:: WORK INSTRUCTIONS ::
Repeat the data exactly, so that every line matches the original.

(Data items)
● ● ● ● ● ● ●

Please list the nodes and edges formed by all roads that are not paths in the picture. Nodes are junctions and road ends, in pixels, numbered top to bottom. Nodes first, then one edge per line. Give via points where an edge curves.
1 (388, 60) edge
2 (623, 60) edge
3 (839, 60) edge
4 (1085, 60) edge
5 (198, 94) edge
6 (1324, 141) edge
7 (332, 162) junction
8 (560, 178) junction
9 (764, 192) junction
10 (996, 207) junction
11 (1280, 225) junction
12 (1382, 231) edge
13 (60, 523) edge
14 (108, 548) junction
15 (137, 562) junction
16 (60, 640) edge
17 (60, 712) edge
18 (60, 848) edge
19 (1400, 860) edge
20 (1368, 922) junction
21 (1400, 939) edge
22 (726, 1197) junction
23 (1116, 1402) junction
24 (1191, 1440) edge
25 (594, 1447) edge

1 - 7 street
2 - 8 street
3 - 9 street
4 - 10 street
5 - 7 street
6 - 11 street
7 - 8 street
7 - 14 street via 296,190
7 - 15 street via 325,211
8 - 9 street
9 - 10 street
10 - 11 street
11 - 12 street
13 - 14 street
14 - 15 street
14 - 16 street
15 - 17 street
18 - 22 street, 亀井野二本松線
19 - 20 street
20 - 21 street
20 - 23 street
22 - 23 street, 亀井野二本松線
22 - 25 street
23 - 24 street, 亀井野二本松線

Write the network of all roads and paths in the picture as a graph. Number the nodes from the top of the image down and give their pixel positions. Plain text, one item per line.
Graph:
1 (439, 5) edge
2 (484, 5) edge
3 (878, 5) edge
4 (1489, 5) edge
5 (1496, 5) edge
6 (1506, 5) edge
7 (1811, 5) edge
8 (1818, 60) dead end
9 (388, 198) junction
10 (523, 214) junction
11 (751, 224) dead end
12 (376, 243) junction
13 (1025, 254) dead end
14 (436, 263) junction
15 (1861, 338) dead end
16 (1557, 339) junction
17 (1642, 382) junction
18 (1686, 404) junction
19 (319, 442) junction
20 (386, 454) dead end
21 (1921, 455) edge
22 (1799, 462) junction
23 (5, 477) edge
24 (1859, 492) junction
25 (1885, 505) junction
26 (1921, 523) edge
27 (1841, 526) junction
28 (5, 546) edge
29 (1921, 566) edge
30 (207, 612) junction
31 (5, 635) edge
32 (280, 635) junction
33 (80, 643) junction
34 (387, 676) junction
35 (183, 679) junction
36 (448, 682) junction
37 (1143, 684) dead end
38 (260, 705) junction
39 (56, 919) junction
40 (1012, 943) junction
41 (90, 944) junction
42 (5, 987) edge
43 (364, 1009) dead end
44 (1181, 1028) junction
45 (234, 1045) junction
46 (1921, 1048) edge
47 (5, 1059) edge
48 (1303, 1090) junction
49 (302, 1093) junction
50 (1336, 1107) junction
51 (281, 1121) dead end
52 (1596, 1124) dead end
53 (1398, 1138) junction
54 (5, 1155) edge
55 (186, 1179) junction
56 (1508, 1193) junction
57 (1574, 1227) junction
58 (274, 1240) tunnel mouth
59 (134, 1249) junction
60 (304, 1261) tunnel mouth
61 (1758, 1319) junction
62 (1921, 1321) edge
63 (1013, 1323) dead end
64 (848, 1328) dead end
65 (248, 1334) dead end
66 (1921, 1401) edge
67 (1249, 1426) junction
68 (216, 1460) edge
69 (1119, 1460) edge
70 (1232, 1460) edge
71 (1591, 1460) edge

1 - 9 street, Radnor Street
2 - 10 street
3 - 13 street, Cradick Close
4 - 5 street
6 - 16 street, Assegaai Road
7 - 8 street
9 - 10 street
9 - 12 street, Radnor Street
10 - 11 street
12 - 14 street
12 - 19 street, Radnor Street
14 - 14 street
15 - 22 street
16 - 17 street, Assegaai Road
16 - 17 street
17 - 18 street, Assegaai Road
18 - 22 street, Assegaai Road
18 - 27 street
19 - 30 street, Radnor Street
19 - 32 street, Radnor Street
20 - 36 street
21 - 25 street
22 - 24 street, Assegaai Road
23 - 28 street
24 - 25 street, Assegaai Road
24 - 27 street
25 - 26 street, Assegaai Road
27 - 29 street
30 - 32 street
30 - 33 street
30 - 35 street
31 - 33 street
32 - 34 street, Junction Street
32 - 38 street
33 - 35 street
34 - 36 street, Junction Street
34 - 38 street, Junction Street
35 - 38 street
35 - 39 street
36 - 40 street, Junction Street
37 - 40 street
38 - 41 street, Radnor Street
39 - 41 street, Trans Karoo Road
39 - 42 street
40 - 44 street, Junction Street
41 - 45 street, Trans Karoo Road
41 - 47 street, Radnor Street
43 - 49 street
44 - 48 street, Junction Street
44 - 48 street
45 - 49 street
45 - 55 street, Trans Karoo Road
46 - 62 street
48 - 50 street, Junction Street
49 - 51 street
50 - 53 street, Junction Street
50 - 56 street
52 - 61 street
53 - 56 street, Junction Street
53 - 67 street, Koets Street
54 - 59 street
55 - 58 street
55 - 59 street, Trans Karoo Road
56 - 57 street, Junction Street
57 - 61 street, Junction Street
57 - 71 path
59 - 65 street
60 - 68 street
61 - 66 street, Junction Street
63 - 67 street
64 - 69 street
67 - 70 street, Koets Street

● ● ● ● ● ● ●

:: EXERCISE ANSWER ::
Please list the nodes and edges formed by all roads that are not paths in the picture. Nodes are junctions and road ends, in pixels, numbered top to bottom. Nodes first, then one edge per line. Give via points where an edge curves.
1 (388, 60) edge
2 (623, 60) edge
3 (839, 60) edge
4 (1085, 60) edge
5 (198, 94) edge
6 (1324, 141) edge
7 (332, 162) junction
8 (560, 178) junction
9 (764, 192) junction
10 (996, 207) junction
11 (1280, 225) junction
12 (1382, 231) edge
13 (60, 523) edge
14 (108, 548) junction
15 (137, 562) junction
16 (60, 640) edge
17 (60, 712) edge
18 (60, 848) edge
19 (1400, 860) edge
20 (1368, 922) junction
21 (1400, 939) edge
22 (726, 1197) junction
23 (1116, 1402) junction
24 (1191, 1440) edge
25 (594, 1447) edge

1 - 7 street
2 - 8 street
3 - 9 street
4 - 10 street
5 - 7 street
6 - 11 street
7 - 8 street
7 - 14 street via 296,190
7 - 15 street via 325,211
8 - 9 street
9 - 10 street
10 - 11 street
11 - 12 street
13 - 14 street
14 - 15 street
14 - 16 street
15 - 17 street
18 - 22 street, 亀井野二本松線
19 - 20 street
20 - 21 street
20 - 23 street
22 - 23 street, 亀井野二本松線
22 - 25 street
23 - 24 street, 亀井野二本松線

Write the network of all roads and paths in the picture as a graph. Number the nodes from the top of the image down and give their pixel positions. Plain text, one item per line.
Graph:
1 (439, 5) edge
2 (484, 5) edge
3 (878, 5) edge
4 (1489, 5) edge
5 (1496, 5) edge
6 (1506, 5) edge
7 (1811, 5) edge
8 (1818, 60) dead end
9 (388, 198) junction
10 (523, 214) junction
11 (751, 224) dead end
12 (376, 243) junction
13 (1025, 254) dead end
14 (436, 263) junction
15 (1861, 338) dead end
16 (1557, 339) junction
17 (1642, 382) junction
18 (1686, 404) junction
19 (319, 442) junction
20 (386, 454) dead end
21 (1921, 455) edge
22 (1799, 462) junction
23 (5, 477) edge
24 (1859, 492) junction
25 (1885, 505) junction
26 (1921, 523) edge
27 (1841, 526) junction
28 (5, 546) edge
29 (1921, 566) edge
30 (207, 612) junction
31 (5, 635) edge
32 (280, 635) junction
33 (80, 643) junction
34 (387, 676) junction
35 (183, 679) junction
36 (448, 682) junction
37 (1143, 684) dead end
38 (260, 705) junction
39 (56, 919) junction
40 (1012, 943) junction
41 (90, 944) junction
42 (5, 987) edge
43 (364, 1009) dead end
44 (1181, 1028) junction
45 (234, 1045) junction
46 (1921, 1048) edge
47 (5, 1059) edge
48 (1303, 1090) junction
49 (302, 1093) junction
50 (1336, 1107) junction
51 (281, 1121) dead end
52 (1596, 1124) dead end
53 (1398, 1138) junction
54 (5, 1155) edge
55 (186, 1179) junction
56 (1508, 1193) junction
57 (1574, 1227) junction
58 (274, 1240) tunnel mouth
59 (134, 1249) junction
60 (304, 1261) tunnel mouth
61 (1758, 1319) junction
62 (1921, 1321) edge
63 (1013, 1323) dead end
64 (848, 1328) dead end
65 (248, 1334) dead end
66 (1921, 1401) edge
67 (1249, 1426) junction
68 (216, 1460) edge
69 (1119, 1460) edge
70 (1232, 1460) edge
71 (1591, 1460) edge

1 - 9 street, Radnor Street
2 - 10 street
3 - 13 street, Cradick Close
4 - 5 street
6 - 16 street, Assegaai Road
7 - 8 street
9 - 10 street
9 - 12 street, Radnor Street
10 - 11 street
12 - 14 street
12 - 19 street, Radnor Street
14 - 14 street
15 - 22 street
16 - 17 street, Assegaai Road
16 - 17 street
17 - 18 street, Assegaai Road
18 - 22 street, Assegaai Road
18 - 27 street
19 - 30 street, Radnor Street
19 - 32 street, Radnor Street
20 - 36 street
21 - 25 street
22 - 24 street, Assegaai Road
23 - 28 street
24 - 25 street, Assegaai Road
24 - 27 street
25 - 26 street, Assegaai Road
27 - 29 street
30 - 32 street
30 - 33 street
30 - 35 street
31 - 33 street
32 - 34 street, Junction Street
32 - 38 street
33 - 35 street
34 - 36 street, Junction Street
34 - 38 street, Junction Street
35 - 38 street
35 - 39 street
36 - 40 street, Junction Street
37 - 40 street
38 - 41 street, Radnor Street
39 - 41 street, Trans Karoo Road
39 - 42 street
40 - 44 street, Junction Street
41 - 45 street, Trans Karoo Road
41 - 47 street, Radnor Street
43 - 49 street
44 - 48 street, Junction Street
44 - 48 street
45 - 49 street
45 - 55 street, Trans Karoo Road
46 - 62 street
48 - 50 street, Junction Street
49 - 51 street
50 - 53 street, Junction Street
50 - 56 street
52 - 61 street
53 - 56 street, Junction Street
53 - 67 street, Koets Street
54 - 59 street
55 - 58 street
55 - 59 street, Trans Karoo Road
56 - 57 street, Junction Street
57 - 61 street, Junction Street
57 - 71 path
59 - 65 street
60 - 68 street
61 - 66 street, Junction Street
63 - 67 street
64 - 69 street
67 - 70 street, Koets Street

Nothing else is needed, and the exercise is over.